Asahel joined Colonel Elmore’s Battalion in April 1776, a Continental regiment which was sent to garrison Fort Schuyler (Stanwix). When the battalion was slated to be disbanded a year later, recruiting officers convinced many, including Asahel, to enlist in Colonel James Livingston’s Battalion (a Continental regiment comprised of New Yorkers, New Englanders, and Canadians) for the duration of the war.
Asahel wrote to Hannah, explaining why he decided to reenlist: being “very poor,” military service would provide a much needed, steady wage. And, having enlisted for the war’s duration, he was promised bounty land at the end of it (100 acres). Of all things, the family home was burned in 1776 and although Hannah and the children survived, she was forced to “support herself and her family as well as she could,” which included work as a housekeeper. Unfortunately, Asahel’s plan went awry immediately: although he did his duty, Congress was in arrears and he had no money to send Hanna and the children (ages 9, 4, and 2-year-old twins).

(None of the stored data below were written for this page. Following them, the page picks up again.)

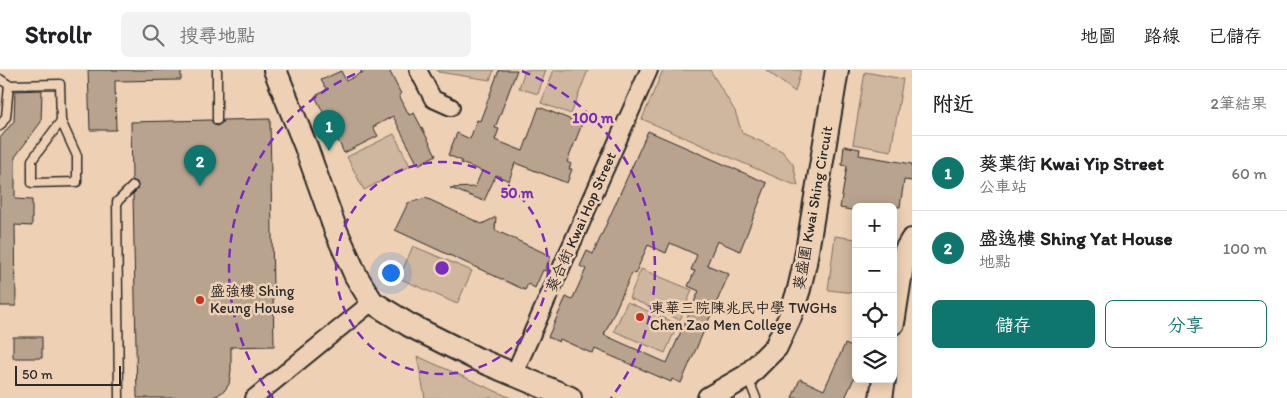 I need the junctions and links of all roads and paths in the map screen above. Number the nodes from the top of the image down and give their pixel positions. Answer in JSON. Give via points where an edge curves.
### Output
{"nodes":[{"id":1,"x":217,"y":70,"type":"edge"},
{"id":2,"x":275,"y":70,"type":"edge"},
{"id":3,"x":418,"y":70,"type":"edge"},
{"id":4,"x":649,"y":70,"type":"edge"},
{"id":5,"x":837,"y":70,"type":"edge"},
{"id":6,"x":0,"y":79,"type":"edge"},
{"id":7,"x":9,"y":85,"type":"junction"},
{"id":8,"x":450,"y":107,"type":"dead end"},
{"id":9,"x":217,"y":120,"type":"dead end"},
{"id":10,"x":61,"y":121,"type":"junction"},
{"id":11,"x":0,"y":126,"type":"edge"},
{"id":12,"x":133,"y":186,"type":"dead end"},
{"id":13,"x":912,"y":240,"type":"edge"},
{"id":14,"x":897,"y":297,"type":"edge"},
{"id":15,"x":372,"y":302,"type":"junction"},
{"id":16,"x":514,"y":374,"type":"junction"},
{"id":17,"x":747,"y":376,"type":"junction"},
{"id":18,"x":883,"y":383,"type":"edge"},
{"id":19,"x":119,"y":398,"type":"edge"},
{"id":20,"x":254,"y":398,"type":"edge"},
{"id":21,"x":570,"y":398,"type":"edge"},
{"id":22,"x":709,"y":398,"type":"edge"},
{"id":23,"x":756,"y":398,"type":"edge"},
{"id":24,"x":881,"y":398,"type":"edge"}],
"edges":[{"from":1,"to":9,"type":"lane"},
{"from":2,"to":15,"type":"street","via":[[336,231],[356,276]]},
{"from":3,"to":8,"type":"street","via":[[433,99]]},
{"from":4,"to":16,"type":"street","name":"葵合街 Kwai Hop Street"},
{"from":5,"to":17,"type":"street","name":"葵盛圍 Kwai Shing Circuit","via":[[799,289],[776,346]]},
{"from":6,"to":7,"type":"lane"},
{"from":7,"to":10,"type":"lane","via":[[60,84]]},
{"from":7,"to":11,"type":"lane","via":[[6,117]]},
{"from":10,"to":10,"type":"lane","via":[[32,160],[32,183],[77,182],[77,156]]},
{"from":12,"to":19,"type":"lane","via":[[117,202]]},
{"from":13,"to":14,"type":"street","via":[[903,259]]},
{"from":15,"to":16,"type":"street","via":[[409,325]]},
{"from":15,"to":20,"type":"street"},
{"from":16,"to":21,"type":"street"},
{"from":17,"to":22,"type":"street","name":"葵盛圍 Kwai Shing Circuit"},
{"from":17,"to":23,"type":"lane"},
{"from":18,"to":24,"type":"street"}]}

Asahel’s new unit spent most of the spring and summer of 1777 defending the lower Mohawk Valley, and it was picked up by General Arnold during his march to relieve Fort Schuyler (Stanwix) from a British siege that August. After the expedition’s success, Livingston’s Battalion joined the Northern Army and fought in both battles of Saratoga. Happily, Asahel survived.
Defeated, the British retreated north to Saratoga (present-day Schuylerville), arriving there on October 9; the Northern Army got there the next day and planned for a siege of the British defenses. It was on that day that Asahel “had just come off from Guard [duty], and sat down on a Log,” when the unthinkable happened. His neighbor and companion in arms,David Hall, never forgot the shocking moment of his 38-year-old friend’s random, gory death:
"a Cannon ball was shot from the enemies line & struck the said [Asahel] Tyrrell to the head & tore it in pieces & his blood & brains flew & bespattered the clothes of the said David hall, who was standing in the Ranks, near by said Tyrrell, nearly all over."
Asahel’s burial place is unknown. Hannah remarried in 1778, but she never received her deceased husband’s backpay or the bounty land due to her.